_WHAT YOU NEED TO DO_
Would you transcribe each entry exactly as it stands, omitting the pictures?

── SUPPLIED DATA

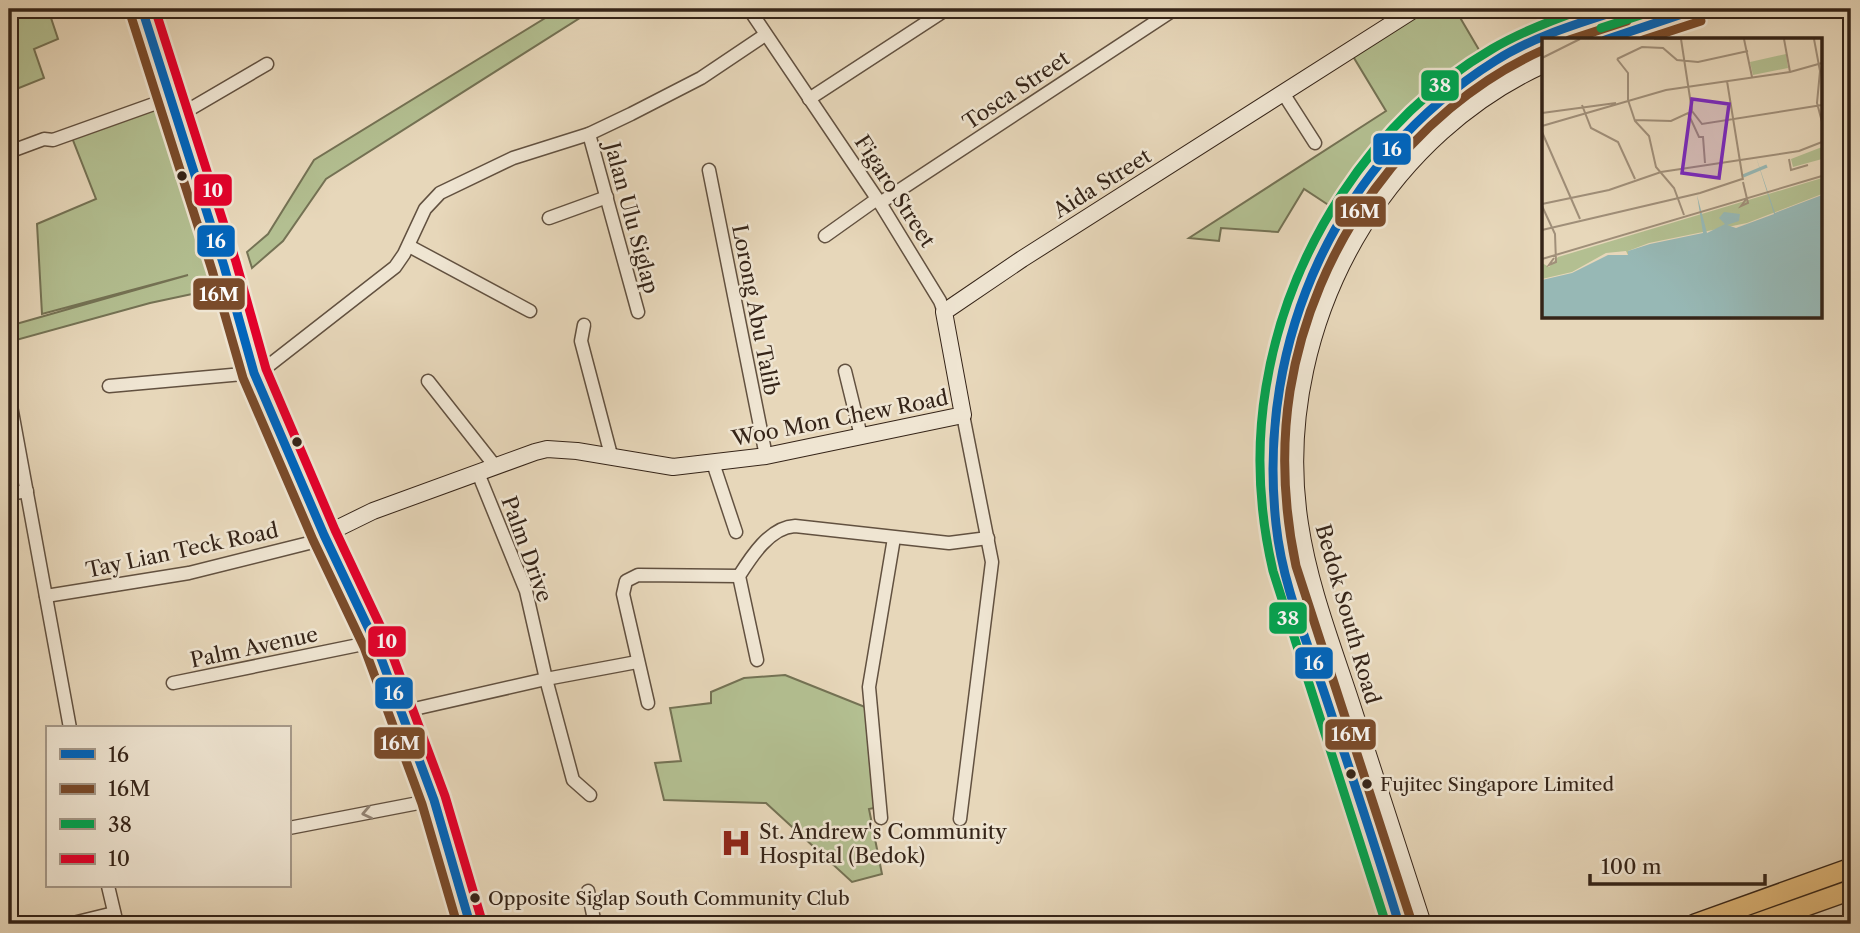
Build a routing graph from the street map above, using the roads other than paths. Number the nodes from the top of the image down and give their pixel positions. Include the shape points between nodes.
1 (142, 9) edge
2 (152, 9) edge
3 (749, 9) edge
4 (947, 9) edge
5 (1175, 9) edge
6 (1415, 9) edge
7 (1623, 9) edge
8 (1697, 9) edge
9 (1158, 13) edge
10 (765, 35) junction
11 (1542, 38) edge
12 (1543, 38) edge
13 (1611, 38) edge
14 (267, 64) dead end
15 (1542, 66) edge
16 (1283, 93) junction
17 (173, 95) junction
18 (809, 99) junction
19 (181, 113) junction
20 (589, 134) junction
21 (1315, 143) dead end
22 (9, 152) edge
23 (709, 170) dead end
24 (607, 197) junction
25 (878, 201) junction
26 (549, 218) dead end
27 (825, 236) dead end
28 (409, 246) junction
29 (530, 311) dead end
30 (638, 312) dead end
31 (944, 312) junction
32 (584, 325) dead end
33 (259, 371) junction
34 (845, 371) dead end
35 (428, 382) dead end
36 (109, 386) dead end
37 (9, 395) edge
38 (963, 415) junction
39 (861, 436) junction
40 (611, 455) junction
41 (766, 456) junction
42 (713, 463) junction
43 (495, 466) junction
44 (478, 473) junction
45 (27, 491) junction
46 (9, 494) edge
47 (736, 532) dead end
48 (328, 533) junction
49 (894, 538) junction
50 (988, 538) junction
51 (739, 576) junction
52 (46, 596) junction
53 (379, 641) junction
54 (757, 660) dead end
55 (637, 662) junction
56 (546, 679) junction
57 (173, 683) dead end
58 (648, 703) dead end
59 (406, 711) junction
60 (70, 726) edge
61 (590, 795) dead end
62 (434, 800) junction
63 (881, 818) dead end
64 (960, 819) dead end
65 (290, 828) edge
66 (1851, 868) edge
67 (108, 888) edge
68 (1851, 890) edge
69 (588, 891) dead end
70 (116, 919) edge
71 (69, 924) edge
72 (470, 924) edge
73 (478, 924) edge
74 (595, 924) edge
75 (1399, 924) edge
76 (1423, 924) edge
77 (1695, 924) edge
78 (1755, 924) edge

1 - 17 main road
2 - 17 main road
3 - 10 street, Figaro Street
4 - 18 street
5 - 9 street, Tosca Street
6 - 16 main road, Aida Street
7 - 12 main road, Bedok South Road
8 - 13 main road
9 - 25 street, Tosca Street
10 - 18 street, Figaro Street
10 - 20 street, Jalan Ulu Siglap via 701,78
11 - 75 main road, Bedok South Road via 1458,86 1408,130 1358,189 1333,229 1302,298 1282,364 1272,463 1281,554
14 - 19 street
15 - 76 main road, Bedok South Road via 1498,89 1447,127 1404,169 1355,239 1324,307 1304,373 1296,435 1304,548
16 - 21 street
16 - 31 main road, Aida Street
17 - 19 main road
17 - 22 street
18 - 25 street, Figaro Street
19 - 33 main road
20 - 24 street, Jalan Ulu Siglap
20 - 28 street, Jalan Ulu Siglap via 513,158 440,193 425,209
23 - 41 street, Lorong Abu Talib
24 - 26 street
24 - 30 street, Jalan Ulu Siglap
25 - 27 street, Tosca Street
25 - 31 street, Figaro Street
28 - 29 street
28 - 33 street, Jalan Ulu Siglap via 391,270
31 - 38 main road, Figaro Street
32 - 40 street via 580,341
33 - 36 street
33 - 48 main road
34 - 39 street
35 - 43 street
37 - 45 street
38 - 39 main road, Woo Mon Chew Road
38 - 50 street, Woo Mon Chew Road
39 - 41 main road, Woo Mon Chew Road
40 - 42 main road, Woo Mon Chew Road via 673,467
40 - 43 main road, Woo Mon Chew Road via 547,449
41 - 42 main road, Woo Mon Chew Road
42 - 47 street
43 - 44 main road, Woo Mon Chew Road
44 - 48 main road, Woo Mon Chew Road via 373,511
44 - 56 street, Palm Drive via 526,591
45 - 46 street
45 - 52 street
48 - 52 street, Tay Lian Teck Road via 309,543 189,573
48 - 53 main road
49 - 50 street via 949,543
49 - 51 street via 789,526 774,533
49 - 63 street via 869,687
50 - 64 street, Woo Mon Chew Road via 992,562
51 - 54 street
51 - 55 street via 638,575 626,581 622,594
52 - 60 street
53 - 57 street, Palm Avenue
53 - 59 main road
55 - 56 street
55 - 58 street
56 - 59 street
56 - 61 street, Palm Drive via 573,780
59 - 62 main road
59 - 73 main road via 443,798
62 -> 65 street
62 - 72 main road
66 - 77 main road
67 - 70 street
68 - 78 main road
69 - 74 street
70 - 71 street

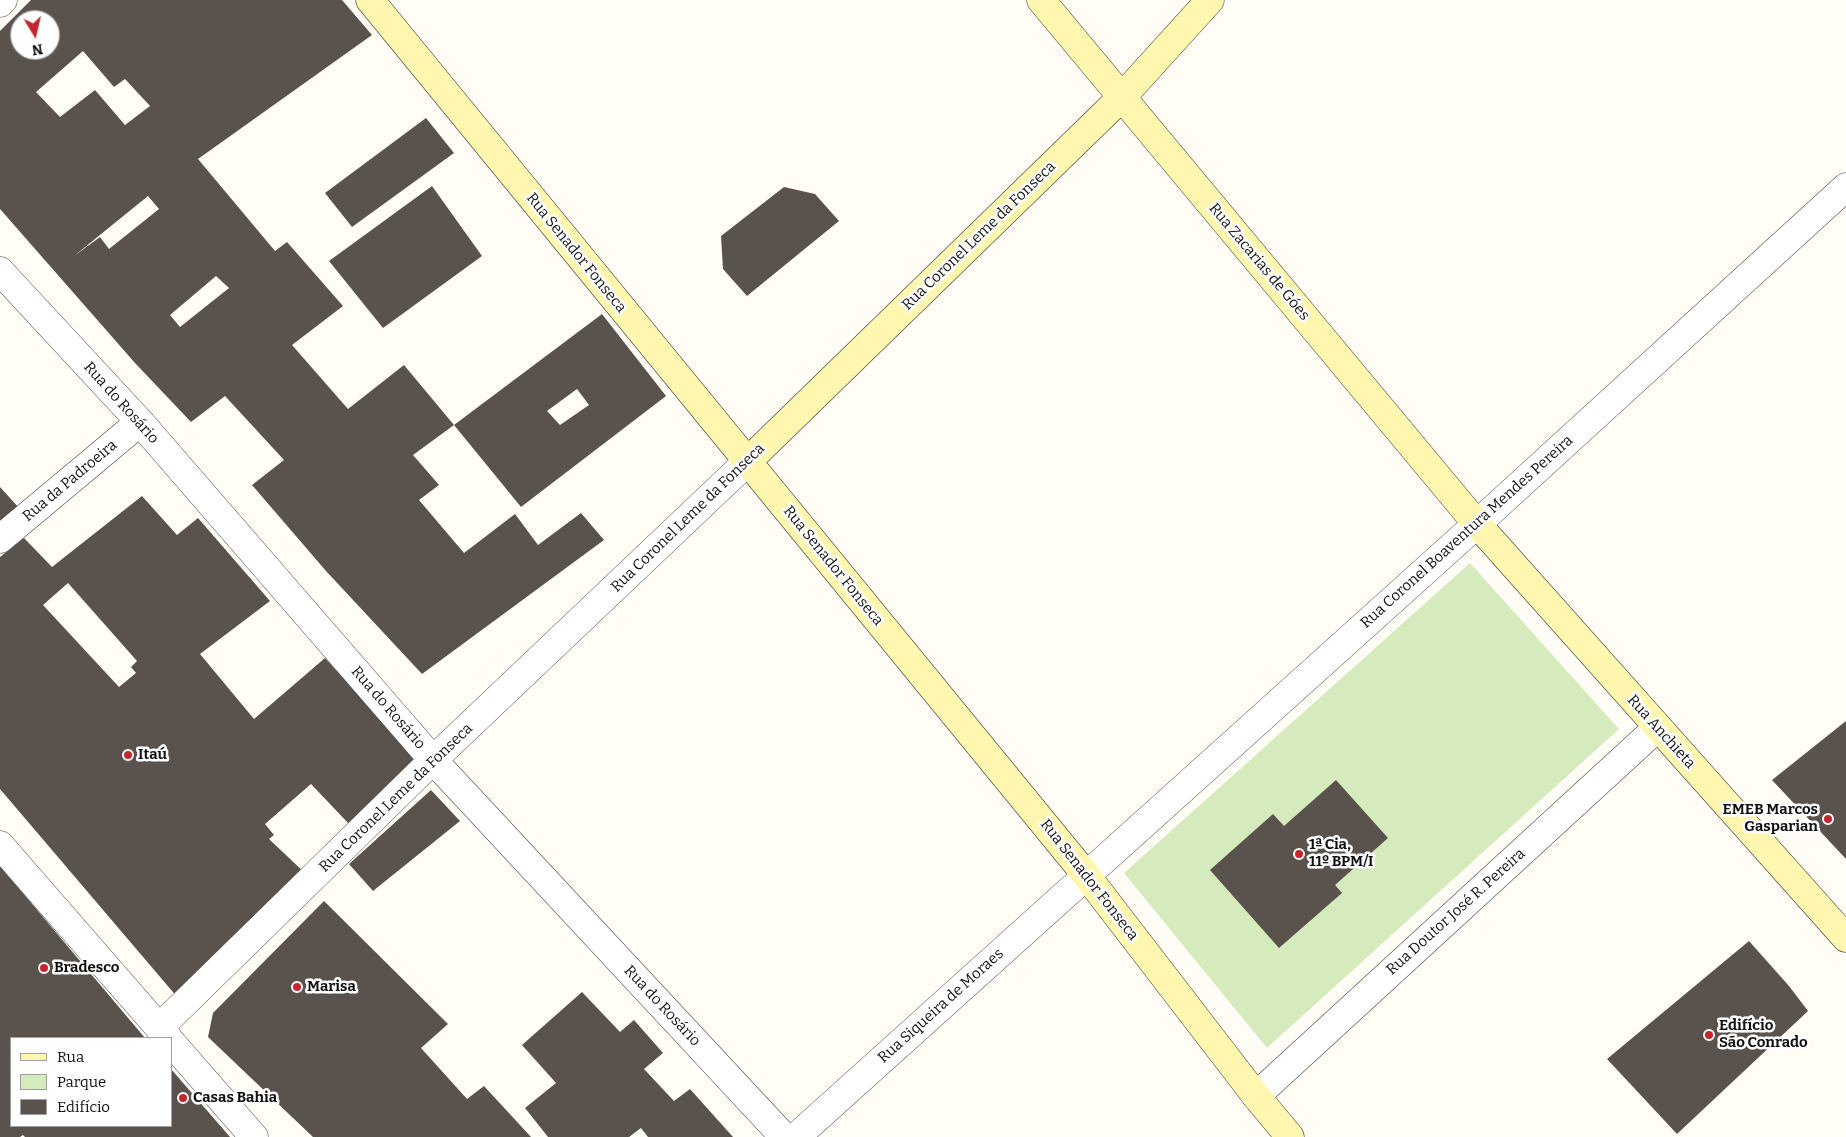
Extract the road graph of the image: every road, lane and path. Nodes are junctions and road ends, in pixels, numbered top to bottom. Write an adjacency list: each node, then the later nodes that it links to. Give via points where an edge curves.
1 (3, 0): 5 (street)
2 (370, 0): 10 (main road, Rua Senador Fonseca)
3 (1040, 0): 6 (main road, Rua Zacarias de Góes)
4 (1210, 0): 6 (main road, Rua Coronel Leme da Fonseca)
5 (0, 3)
6 (1122, 96): 10 (main road, Rua Coronel Leme da Fonseca); 11 (main road, Rua Zacarias de Góes)
7 (1846, 187): 11 (street, Rua Coronel Boaventura Mendes Pereira)
8 (0, 271): 9 (street, Rua do Rosário)
9 (140, 422): 12 (street, Rua da Padroeira); 14 (street, Rua do Rosário)
10 (747, 462): 14 (street, Rua Coronel Leme da Fonseca); 16 (main road, Rua Senador Fonseca)
11 (1477, 524): 13 (main road, Rua Anchieta); 16 (street, Rua Coronel Boaventura Mendes Pereira)
12 (0, 539)
13 (1657, 728): 17 (main road, Rua Anchieta); 20 (street, Rua Doutor José R. Pereira)
14 (434, 760): 18 (street, Rua Coronel Leme da Fonseca); 22 (street, Rua do Rosário)
15 (0, 845): 18 (street)
16 (1086, 875): 20 (main road, Rua Senador Fonseca); 23 (street, Rua Siqueira de Moraes)
17 (1846, 938)
18 (166, 1036)
19 (172, 1043): 21 (street)
20 (1256, 1096): 24 (main road, Rua Senador Fonseca)
21 (254, 1137)
22 (784, 1137)
23 (796, 1137)
24 (1290, 1137)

────

_TASK OUTPUT_
Build a routing graph from the street map above, using the roads other than paths. Number the nodes from the top of the image down and give their pixel positions. Include the shape points between nodes.
1 (142, 9) edge
2 (152, 9) edge
3 (749, 9) edge
4 (947, 9) edge
5 (1175, 9) edge
6 (1415, 9) edge
7 (1623, 9) edge
8 (1697, 9) edge
9 (1158, 13) edge
10 (765, 35) junction
11 (1542, 38) edge
12 (1543, 38) edge
13 (1611, 38) edge
14 (267, 64) dead end
15 (1542, 66) edge
16 (1283, 93) junction
17 (173, 95) junction
18 (809, 99) junction
19 (181, 113) junction
20 (589, 134) junction
21 (1315, 143) dead end
22 (9, 152) edge
23 (709, 170) dead end
24 (607, 197) junction
25 (878, 201) junction
26 (549, 218) dead end
27 (825, 236) dead end
28 (409, 246) junction
29 (530, 311) dead end
30 (638, 312) dead end
31 (944, 312) junction
32 (584, 325) dead end
33 (259, 371) junction
34 (845, 371) dead end
35 (428, 382) dead end
36 (109, 386) dead end
37 (9, 395) edge
38 (963, 415) junction
39 (861, 436) junction
40 (611, 455) junction
41 (766, 456) junction
42 (713, 463) junction
43 (495, 466) junction
44 (478, 473) junction
45 (27, 491) junction
46 (9, 494) edge
47 (736, 532) dead end
48 (328, 533) junction
49 (894, 538) junction
50 (988, 538) junction
51 (739, 576) junction
52 (46, 596) junction
53 (379, 641) junction
54 (757, 660) dead end
55 (637, 662) junction
56 (546, 679) junction
57 (173, 683) dead end
58 (648, 703) dead end
59 (406, 711) junction
60 (70, 726) edge
61 (590, 795) dead end
62 (434, 800) junction
63 (881, 818) dead end
64 (960, 819) dead end
65 (290, 828) edge
66 (1851, 868) edge
67 (108, 888) edge
68 (1851, 890) edge
69 (588, 891) dead end
70 (116, 919) edge
71 (69, 924) edge
72 (470, 924) edge
73 (478, 924) edge
74 (595, 924) edge
75 (1399, 924) edge
76 (1423, 924) edge
77 (1695, 924) edge
78 (1755, 924) edge

1 - 17 main road
2 - 17 main road
3 - 10 street, Figaro Street
4 - 18 street
5 - 9 street, Tosca Street
6 - 16 main road, Aida Street
7 - 12 main road, Bedok South Road
8 - 13 main road
9 - 25 street, Tosca Street
10 - 18 street, Figaro Street
10 - 20 street, Jalan Ulu Siglap via 701,78
11 - 75 main road, Bedok South Road via 1458,86 1408,130 1358,189 1333,229 1302,298 1282,364 1272,463 1281,554
14 - 19 street
15 - 76 main road, Bedok South Road via 1498,89 1447,127 1404,169 1355,239 1324,307 1304,373 1296,435 1304,548
16 - 21 street
16 - 31 main road, Aida Street
17 - 19 main road
17 - 22 street
18 - 25 street, Figaro Street
19 - 33 main road
20 - 24 street, Jalan Ulu Siglap
20 - 28 street, Jalan Ulu Siglap via 513,158 440,193 425,209
23 - 41 street, Lorong Abu Talib
24 - 26 street
24 - 30 street, Jalan Ulu Siglap
25 - 27 street, Tosca Street
25 - 31 street, Figaro Street
28 - 29 street
28 - 33 street, Jalan Ulu Siglap via 391,270
31 - 38 main road, Figaro Street
32 - 40 street via 580,341
33 - 36 street
33 - 48 main road
34 - 39 street
35 - 43 street
37 - 45 street
38 - 39 main road, Woo Mon Chew Road
38 - 50 street, Woo Mon Chew Road
39 - 41 main road, Woo Mon Chew Road
40 - 42 main road, Woo Mon Chew Road via 673,467
40 - 43 main road, Woo Mon Chew Road via 547,449
41 - 42 main road, Woo Mon Chew Road
42 - 47 street
43 - 44 main road, Woo Mon Chew Road
44 - 48 main road, Woo Mon Chew Road via 373,511
44 - 56 street, Palm Drive via 526,591
45 - 46 street
45 - 52 street
48 - 52 street, Tay Lian Teck Road via 309,543 189,573
48 - 53 main road
49 - 50 street via 949,543
49 - 51 street via 789,526 774,533
49 - 63 street via 869,687
50 - 64 street, Woo Mon Chew Road via 992,562
51 - 54 street
51 - 55 street via 638,575 626,581 622,594
52 - 60 street
53 - 57 street, Palm Avenue
53 - 59 main road
55 - 56 street
55 - 58 street
56 - 59 street
56 - 61 street, Palm Drive via 573,780
59 - 62 main road
59 - 73 main road via 443,798
62 -> 65 street
62 - 72 main road
66 - 77 main road
67 - 70 street
68 - 78 main road
69 - 74 street
70 - 71 street

Extract the road graph of the image: every road, lane and path. Nodes are junctions and road ends, in pixels, numbered top to bottom. Write an adjacency list: each node, then the later nodes that it links to. Give via points where an edge curves.
1 (3, 0): 5 (street)
2 (370, 0): 10 (main road, Rua Senador Fonseca)
3 (1040, 0): 6 (main road, Rua Zacarias de Góes)
4 (1210, 0): 6 (main road, Rua Coronel Leme da Fonseca)
5 (0, 3)
6 (1122, 96): 10 (main road, Rua Coronel Leme da Fonseca); 11 (main road, Rua Zacarias de Góes)
7 (1846, 187): 11 (street, Rua Coronel Boaventura Mendes Pereira)
8 (0, 271): 9 (street, Rua do Rosário)
9 (140, 422): 12 (street, Rua da Padroeira); 14 (street, Rua do Rosário)
10 (747, 462): 14 (street, Rua Coronel Leme da Fonseca); 16 (main road, Rua Senador Fonseca)
11 (1477, 524): 13 (main road, Rua Anchieta); 16 (street, Rua Coronel Boaventura Mendes Pereira)
12 (0, 539)
13 (1657, 728): 17 (main road, Rua Anchieta); 20 (street, Rua Doutor José R. Pereira)
14 (434, 760): 18 (street, Rua Coronel Leme da Fonseca); 22 (street, Rua do Rosário)
15 (0, 845): 18 (street)
16 (1086, 875): 20 (main road, Rua Senador Fonseca); 23 (street, Rua Siqueira de Moraes)
17 (1846, 938)
18 (166, 1036)
19 (172, 1043): 21 (street)
20 (1256, 1096): 24 (main road, Rua Senador Fonseca)
21 (254, 1137)
22 (784, 1137)
23 (796, 1137)
24 (1290, 1137)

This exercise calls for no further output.